◆ Exercise details ◆
Determine how many lines below include the string "hand". Reply with the number only.

◆ Supplied material ◆
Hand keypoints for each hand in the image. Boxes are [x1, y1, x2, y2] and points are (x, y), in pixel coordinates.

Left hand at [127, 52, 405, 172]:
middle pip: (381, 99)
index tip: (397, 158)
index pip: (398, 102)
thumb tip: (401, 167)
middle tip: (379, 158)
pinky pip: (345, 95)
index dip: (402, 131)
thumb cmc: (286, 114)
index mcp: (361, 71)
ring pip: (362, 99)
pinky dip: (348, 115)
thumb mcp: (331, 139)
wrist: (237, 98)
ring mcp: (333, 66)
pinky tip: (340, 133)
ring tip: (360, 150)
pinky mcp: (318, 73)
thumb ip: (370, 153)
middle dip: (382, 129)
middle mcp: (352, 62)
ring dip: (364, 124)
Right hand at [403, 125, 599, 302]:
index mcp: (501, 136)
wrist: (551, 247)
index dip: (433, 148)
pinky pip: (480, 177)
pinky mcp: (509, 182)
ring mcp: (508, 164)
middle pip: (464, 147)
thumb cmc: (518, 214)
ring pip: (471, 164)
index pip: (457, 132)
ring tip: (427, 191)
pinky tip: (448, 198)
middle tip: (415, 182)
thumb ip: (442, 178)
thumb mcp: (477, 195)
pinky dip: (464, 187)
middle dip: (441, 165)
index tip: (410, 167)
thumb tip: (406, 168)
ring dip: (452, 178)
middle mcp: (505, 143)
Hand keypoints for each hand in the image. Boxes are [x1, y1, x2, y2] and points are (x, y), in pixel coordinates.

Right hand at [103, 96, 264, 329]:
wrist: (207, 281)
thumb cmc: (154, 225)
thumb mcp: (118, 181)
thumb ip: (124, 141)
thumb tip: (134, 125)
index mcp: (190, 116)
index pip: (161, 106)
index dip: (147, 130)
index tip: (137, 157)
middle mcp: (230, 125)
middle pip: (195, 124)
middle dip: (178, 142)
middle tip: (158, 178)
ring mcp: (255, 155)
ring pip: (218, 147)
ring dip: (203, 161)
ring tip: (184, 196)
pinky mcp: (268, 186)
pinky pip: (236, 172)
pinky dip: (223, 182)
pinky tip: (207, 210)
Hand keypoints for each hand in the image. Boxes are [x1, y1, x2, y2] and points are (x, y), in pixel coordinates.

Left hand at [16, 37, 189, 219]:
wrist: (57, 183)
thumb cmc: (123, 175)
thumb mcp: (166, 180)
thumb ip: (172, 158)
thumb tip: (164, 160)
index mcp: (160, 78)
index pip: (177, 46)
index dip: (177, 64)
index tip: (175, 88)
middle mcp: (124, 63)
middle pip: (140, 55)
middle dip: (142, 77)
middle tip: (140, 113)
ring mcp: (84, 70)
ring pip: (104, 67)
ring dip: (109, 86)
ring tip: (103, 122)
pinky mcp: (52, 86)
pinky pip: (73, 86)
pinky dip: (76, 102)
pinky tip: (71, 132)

◆ Solution to the exercise ◆
7